Origin = (163.949999999999989,-31.949999999999999)
Pixel Size = (0.100000000000000,-0.100000000000000)
Corner Coordinates:
Upper Left ( 163.9500000, -31.9500000) (163d57' 0.00"E, 31d57' 0.00"S)
Lower Left ( 163.9500000, -49.0500000) (163d57' 0.00"E, 49d 3' 0.00"S)
Upper Right ( 180.0500000, -31.9500000) (180d 3' 0.00"E, 31d57' 0.00"S)
Lower Right ( 180.0500000, -49.0500000) (180d 3' 0.00"E, 49d 3' 0.00"S)

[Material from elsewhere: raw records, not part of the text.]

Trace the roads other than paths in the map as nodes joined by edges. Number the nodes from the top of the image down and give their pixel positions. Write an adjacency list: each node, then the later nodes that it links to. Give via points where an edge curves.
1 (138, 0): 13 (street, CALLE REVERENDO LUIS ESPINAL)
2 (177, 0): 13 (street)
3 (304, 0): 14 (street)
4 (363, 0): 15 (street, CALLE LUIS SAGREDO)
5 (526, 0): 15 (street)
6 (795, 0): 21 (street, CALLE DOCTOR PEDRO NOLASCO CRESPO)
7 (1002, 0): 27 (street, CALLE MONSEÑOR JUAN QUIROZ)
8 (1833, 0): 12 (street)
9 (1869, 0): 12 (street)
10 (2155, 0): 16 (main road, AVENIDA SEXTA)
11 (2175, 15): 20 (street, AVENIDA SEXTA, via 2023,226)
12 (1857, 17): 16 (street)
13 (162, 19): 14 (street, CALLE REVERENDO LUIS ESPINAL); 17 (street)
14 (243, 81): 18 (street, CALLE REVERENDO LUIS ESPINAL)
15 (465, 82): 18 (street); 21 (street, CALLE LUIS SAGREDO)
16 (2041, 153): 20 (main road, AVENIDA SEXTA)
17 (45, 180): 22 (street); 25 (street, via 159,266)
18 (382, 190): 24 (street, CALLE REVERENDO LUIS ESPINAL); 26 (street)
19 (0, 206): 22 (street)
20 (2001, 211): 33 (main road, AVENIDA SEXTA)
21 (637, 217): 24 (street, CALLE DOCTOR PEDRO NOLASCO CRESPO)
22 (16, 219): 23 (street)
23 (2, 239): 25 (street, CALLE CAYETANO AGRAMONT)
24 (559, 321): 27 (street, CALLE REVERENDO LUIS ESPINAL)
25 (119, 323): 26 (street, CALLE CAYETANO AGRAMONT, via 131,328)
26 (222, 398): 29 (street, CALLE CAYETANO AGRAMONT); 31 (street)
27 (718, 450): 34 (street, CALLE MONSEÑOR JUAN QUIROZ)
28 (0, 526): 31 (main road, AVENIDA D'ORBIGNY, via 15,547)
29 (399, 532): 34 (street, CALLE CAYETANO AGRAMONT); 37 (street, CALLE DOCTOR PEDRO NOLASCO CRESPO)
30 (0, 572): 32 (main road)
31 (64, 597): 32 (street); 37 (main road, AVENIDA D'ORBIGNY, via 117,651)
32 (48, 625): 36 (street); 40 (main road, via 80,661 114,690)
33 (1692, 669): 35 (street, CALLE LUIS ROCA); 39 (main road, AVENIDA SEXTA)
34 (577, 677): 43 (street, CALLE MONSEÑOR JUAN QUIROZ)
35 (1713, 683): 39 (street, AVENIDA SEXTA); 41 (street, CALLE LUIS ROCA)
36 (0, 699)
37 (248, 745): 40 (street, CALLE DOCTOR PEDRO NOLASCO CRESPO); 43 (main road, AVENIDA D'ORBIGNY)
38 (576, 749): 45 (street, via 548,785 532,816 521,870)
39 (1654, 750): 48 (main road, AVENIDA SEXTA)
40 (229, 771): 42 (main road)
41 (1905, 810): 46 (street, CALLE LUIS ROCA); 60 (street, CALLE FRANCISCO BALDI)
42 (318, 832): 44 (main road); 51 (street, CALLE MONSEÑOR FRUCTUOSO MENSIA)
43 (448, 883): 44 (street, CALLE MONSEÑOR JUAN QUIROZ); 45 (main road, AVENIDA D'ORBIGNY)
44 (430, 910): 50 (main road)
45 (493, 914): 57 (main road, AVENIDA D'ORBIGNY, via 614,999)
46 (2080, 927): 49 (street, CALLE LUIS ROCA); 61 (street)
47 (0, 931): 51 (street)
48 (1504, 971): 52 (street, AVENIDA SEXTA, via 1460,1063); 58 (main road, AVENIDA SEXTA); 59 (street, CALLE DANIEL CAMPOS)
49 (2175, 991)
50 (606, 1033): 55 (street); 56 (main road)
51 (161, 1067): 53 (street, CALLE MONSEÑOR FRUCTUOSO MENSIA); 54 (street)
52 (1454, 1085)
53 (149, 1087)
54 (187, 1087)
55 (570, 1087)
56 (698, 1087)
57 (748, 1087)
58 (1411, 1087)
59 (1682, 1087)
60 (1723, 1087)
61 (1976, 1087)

Center ( 172.0000000, -40.5000000) (172d 0' 0.00"E, 40d30' 0.00"S)
...
The origin uses excessive precision for the formatting for the first and fourth geotransform terms. This can be inspected an re-created using the SWIG API:
>>> from osgeo import gdal
>>> gdal.UseExceptions()
>>> ds = gdal.Open('2m_temperature.grb.tif')
>>> ds.GetGeoTransform()
(163.95, 0.1, 0.0, -31.95, 0.0, -0.1)
>>> [f"{v:.15f}" for v in ds.GetGeoTransform()]
['163.949999999999989', '0.100000000000000', '0.000000000000000', '-31.949999999999999', '0.000000000000000', '-0.100000000000000']
and the the corner coordinates from gdalinfo don't show any precision errors since they use a fixed precision with 7 decimal places. With this respect, this PR is an improvement since the corner coordinates are represented the same as gdalinfo.
This might be addressed by numerical accuracy fixes in #3315 for poorly conditioned transforms.